What Sony failed to realise, or simple didn’t want to understand, was that the industry was perfectly healthy and thriving as the 3DS sales tell us. Sure the market had changed and mobile gaming was now more of a force to contend with, but the gaming market had become even larger and it was there for Sony to take their share of it, but they gave up. Smartphones do not provide the same level of control that these dedicated handheld devices can not to mention the list of Sony games that would be exclusive to the system. Instead of actively supporting the Vita Sony were content to simply market it as an add on to the PS4 but by this time it was clear that Sony had given up on their own handheld.

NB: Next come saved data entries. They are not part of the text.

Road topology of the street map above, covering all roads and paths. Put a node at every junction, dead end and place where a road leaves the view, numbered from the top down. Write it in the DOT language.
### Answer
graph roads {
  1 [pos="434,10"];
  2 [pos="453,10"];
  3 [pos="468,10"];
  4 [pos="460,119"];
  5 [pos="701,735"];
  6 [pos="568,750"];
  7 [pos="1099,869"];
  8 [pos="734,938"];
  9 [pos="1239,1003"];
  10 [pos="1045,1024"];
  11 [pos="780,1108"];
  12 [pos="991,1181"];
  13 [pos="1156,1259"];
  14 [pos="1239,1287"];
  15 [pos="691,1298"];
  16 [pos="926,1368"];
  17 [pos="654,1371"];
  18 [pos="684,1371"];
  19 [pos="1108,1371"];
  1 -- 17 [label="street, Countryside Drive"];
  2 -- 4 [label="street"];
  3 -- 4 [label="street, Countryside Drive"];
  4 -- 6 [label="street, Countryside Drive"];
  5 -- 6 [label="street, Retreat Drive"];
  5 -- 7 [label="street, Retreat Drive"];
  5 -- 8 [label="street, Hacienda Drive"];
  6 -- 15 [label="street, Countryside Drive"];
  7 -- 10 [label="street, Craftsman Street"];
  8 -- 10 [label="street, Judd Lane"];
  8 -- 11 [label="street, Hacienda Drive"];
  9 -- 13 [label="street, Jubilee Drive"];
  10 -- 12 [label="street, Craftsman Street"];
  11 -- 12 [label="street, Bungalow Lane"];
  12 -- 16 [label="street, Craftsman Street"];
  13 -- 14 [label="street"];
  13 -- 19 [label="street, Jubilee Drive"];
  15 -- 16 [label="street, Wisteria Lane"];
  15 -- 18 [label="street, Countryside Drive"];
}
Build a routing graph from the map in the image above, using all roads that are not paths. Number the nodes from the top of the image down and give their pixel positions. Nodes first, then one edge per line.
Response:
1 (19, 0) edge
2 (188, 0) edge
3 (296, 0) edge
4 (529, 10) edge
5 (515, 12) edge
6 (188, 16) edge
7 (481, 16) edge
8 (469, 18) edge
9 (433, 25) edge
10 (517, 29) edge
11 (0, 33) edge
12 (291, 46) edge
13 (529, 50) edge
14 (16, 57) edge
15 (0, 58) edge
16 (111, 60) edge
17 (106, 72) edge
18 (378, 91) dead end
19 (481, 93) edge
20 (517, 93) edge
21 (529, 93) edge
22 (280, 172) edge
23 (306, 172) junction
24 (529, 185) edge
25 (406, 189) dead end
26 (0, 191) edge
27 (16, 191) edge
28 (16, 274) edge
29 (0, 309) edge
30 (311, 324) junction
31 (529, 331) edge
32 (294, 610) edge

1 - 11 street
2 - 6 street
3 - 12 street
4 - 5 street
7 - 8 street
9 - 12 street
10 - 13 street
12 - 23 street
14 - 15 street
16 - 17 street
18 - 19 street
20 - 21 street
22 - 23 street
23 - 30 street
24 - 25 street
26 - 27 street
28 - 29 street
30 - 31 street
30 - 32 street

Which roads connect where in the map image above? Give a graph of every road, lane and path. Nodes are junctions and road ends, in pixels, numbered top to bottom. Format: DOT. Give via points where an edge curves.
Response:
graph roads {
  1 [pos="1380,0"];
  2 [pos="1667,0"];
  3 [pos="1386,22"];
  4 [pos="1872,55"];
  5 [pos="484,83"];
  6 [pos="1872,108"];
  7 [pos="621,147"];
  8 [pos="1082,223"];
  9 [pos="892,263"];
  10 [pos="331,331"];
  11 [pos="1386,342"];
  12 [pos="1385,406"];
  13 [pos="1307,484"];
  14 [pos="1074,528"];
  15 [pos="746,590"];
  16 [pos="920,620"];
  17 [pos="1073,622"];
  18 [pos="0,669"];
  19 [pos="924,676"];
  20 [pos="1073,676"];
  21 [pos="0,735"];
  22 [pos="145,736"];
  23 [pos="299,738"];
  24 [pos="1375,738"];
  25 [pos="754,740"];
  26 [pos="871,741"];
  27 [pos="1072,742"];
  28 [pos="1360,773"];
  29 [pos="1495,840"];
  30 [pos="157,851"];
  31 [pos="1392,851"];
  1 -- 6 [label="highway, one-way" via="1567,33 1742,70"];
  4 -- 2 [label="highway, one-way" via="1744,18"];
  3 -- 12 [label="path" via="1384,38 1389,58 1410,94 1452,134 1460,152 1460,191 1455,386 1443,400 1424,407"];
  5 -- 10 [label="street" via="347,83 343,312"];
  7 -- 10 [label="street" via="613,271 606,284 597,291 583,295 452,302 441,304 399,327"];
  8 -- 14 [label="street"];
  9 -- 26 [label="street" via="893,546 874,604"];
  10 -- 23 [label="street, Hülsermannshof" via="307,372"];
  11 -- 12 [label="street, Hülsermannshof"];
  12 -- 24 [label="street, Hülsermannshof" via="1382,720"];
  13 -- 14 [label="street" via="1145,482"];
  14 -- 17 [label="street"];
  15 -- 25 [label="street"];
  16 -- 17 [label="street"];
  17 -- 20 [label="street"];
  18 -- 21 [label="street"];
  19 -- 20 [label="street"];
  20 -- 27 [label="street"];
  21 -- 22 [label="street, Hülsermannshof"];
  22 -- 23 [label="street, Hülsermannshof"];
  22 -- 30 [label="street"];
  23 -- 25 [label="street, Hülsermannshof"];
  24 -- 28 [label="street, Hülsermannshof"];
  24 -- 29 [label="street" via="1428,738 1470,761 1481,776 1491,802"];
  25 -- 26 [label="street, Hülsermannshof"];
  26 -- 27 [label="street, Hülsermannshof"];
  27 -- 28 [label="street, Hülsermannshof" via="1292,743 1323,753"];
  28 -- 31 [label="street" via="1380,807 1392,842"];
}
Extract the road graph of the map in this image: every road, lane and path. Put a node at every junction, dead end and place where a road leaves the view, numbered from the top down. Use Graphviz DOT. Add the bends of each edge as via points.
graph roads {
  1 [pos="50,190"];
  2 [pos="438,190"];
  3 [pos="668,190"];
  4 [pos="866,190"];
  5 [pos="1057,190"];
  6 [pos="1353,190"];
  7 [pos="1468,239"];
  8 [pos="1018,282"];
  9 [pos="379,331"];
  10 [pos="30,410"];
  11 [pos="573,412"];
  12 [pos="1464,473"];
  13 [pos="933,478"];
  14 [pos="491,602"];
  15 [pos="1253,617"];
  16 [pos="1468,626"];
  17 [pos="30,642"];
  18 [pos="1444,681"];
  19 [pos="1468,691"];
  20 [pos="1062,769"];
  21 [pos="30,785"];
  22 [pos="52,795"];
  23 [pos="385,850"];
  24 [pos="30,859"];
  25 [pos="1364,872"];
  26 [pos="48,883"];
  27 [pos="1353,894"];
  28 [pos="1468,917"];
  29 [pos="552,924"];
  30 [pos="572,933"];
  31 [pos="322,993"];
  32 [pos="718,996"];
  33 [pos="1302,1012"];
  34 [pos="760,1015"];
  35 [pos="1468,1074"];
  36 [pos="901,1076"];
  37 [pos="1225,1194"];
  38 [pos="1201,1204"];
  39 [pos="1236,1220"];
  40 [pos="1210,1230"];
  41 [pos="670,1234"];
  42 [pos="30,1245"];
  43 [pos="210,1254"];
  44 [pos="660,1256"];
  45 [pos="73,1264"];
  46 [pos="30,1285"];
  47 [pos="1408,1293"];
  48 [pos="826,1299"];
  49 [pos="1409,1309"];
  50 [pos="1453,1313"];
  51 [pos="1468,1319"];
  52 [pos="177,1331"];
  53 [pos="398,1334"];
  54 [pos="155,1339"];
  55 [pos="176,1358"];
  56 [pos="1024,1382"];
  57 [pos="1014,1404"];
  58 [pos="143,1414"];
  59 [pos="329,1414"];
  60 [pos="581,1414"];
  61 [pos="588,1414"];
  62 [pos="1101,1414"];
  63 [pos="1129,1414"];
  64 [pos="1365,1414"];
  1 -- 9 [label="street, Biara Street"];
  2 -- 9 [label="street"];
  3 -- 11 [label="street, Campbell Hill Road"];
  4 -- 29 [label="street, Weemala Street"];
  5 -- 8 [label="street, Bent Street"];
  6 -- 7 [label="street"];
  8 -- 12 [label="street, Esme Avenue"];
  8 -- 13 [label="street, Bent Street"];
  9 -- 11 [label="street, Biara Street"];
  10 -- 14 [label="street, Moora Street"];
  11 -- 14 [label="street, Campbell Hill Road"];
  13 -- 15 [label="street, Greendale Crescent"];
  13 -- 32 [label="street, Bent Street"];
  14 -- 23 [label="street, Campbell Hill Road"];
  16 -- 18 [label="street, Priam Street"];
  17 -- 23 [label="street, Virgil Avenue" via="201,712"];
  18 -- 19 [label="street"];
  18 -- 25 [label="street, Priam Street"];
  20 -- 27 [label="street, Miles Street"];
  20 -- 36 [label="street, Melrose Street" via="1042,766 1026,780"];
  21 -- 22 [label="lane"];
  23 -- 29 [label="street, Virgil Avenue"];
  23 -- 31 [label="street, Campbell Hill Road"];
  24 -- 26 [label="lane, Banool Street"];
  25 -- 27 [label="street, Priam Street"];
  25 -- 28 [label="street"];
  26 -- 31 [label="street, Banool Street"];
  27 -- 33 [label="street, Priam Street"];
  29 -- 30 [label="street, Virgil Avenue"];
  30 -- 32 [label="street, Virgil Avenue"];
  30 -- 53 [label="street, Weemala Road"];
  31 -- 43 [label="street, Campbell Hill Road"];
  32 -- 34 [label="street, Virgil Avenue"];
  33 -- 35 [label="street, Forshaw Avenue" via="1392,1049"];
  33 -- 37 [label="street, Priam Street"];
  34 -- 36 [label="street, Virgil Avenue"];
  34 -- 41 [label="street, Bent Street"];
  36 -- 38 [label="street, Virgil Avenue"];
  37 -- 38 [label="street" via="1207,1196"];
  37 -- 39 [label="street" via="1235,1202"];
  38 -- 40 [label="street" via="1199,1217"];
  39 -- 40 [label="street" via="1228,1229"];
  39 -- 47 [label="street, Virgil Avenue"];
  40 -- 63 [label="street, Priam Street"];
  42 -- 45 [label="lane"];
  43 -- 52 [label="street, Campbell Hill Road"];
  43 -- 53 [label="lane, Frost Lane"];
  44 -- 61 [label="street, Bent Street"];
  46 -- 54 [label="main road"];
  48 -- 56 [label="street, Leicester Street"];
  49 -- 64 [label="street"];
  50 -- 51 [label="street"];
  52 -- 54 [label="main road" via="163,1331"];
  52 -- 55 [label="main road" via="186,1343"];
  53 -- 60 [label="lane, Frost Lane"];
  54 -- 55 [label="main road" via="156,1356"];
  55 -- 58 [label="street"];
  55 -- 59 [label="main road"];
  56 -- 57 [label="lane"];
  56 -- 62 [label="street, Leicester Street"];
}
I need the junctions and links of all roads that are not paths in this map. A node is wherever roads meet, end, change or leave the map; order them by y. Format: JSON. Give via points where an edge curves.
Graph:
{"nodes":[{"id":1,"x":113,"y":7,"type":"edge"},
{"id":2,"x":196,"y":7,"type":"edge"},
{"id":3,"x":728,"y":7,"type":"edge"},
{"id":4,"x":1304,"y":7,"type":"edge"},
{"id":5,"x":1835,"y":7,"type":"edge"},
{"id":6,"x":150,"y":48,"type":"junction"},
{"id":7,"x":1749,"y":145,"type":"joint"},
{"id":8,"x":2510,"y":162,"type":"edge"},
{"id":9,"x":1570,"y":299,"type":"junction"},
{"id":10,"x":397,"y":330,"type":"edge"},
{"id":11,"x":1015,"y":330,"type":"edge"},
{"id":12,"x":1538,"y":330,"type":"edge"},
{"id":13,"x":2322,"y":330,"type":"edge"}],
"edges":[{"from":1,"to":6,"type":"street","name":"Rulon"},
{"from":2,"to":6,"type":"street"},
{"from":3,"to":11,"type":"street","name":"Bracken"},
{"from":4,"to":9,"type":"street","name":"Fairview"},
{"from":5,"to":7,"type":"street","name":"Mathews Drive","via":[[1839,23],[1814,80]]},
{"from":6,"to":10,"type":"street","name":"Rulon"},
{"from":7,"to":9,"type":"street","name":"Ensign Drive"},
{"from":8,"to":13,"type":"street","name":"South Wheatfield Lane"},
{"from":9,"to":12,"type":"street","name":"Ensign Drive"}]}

It was clear to consumers and those tossing up whether to purchase the Vita that the system was struggling for top AAA titles from Sony and their first party studios. Titles that really show off what the system can do and that will move hardware but these games were few and far between especially once 2013 rolled around. This was disappointing as the system would end up with great games such as Uncharted:Golden Abyss, Persona 4:Golden, Wipeout 2048, Little Big Planet, Killzone:Mercenary and other games that simply couldn’t be had on the Nintendo handhelds or in mobile gaming. But the misteps were also there with Call of Duty:Reclassified and Resistance:Burning Skies. As the years went by the Vita became a device to play older PS1 and PSP games and it became home to many great indie titles and niche japanese games but these weren’t enough and Sony made sure of it.
The Vita is a great system which should still be supported by gamers if they can overcome the cost of entry. It is expensive in 2018 but there are a handheld of great titles to be enjoyed and maybe, hopefully, this will still be enough for many gamers to still add one to their collection.
Sony don’t even discuss the Vita anymore. It is a forgotten system by those who needed to give it the most love. It is doubtful we will see another Sony handheld for quite sometime if ever and that is what is most disappointing about the Vita situation. It had so much potential when announced and when it first launched but it had a future where Sony was already digging the handhelds grave years ago. The Vita still has a smaller, but healthy community that support it and which will keep the system from being totally forgotten. If Sony even showed a fraction of this support then the Vita may have had a much healthier lifespan.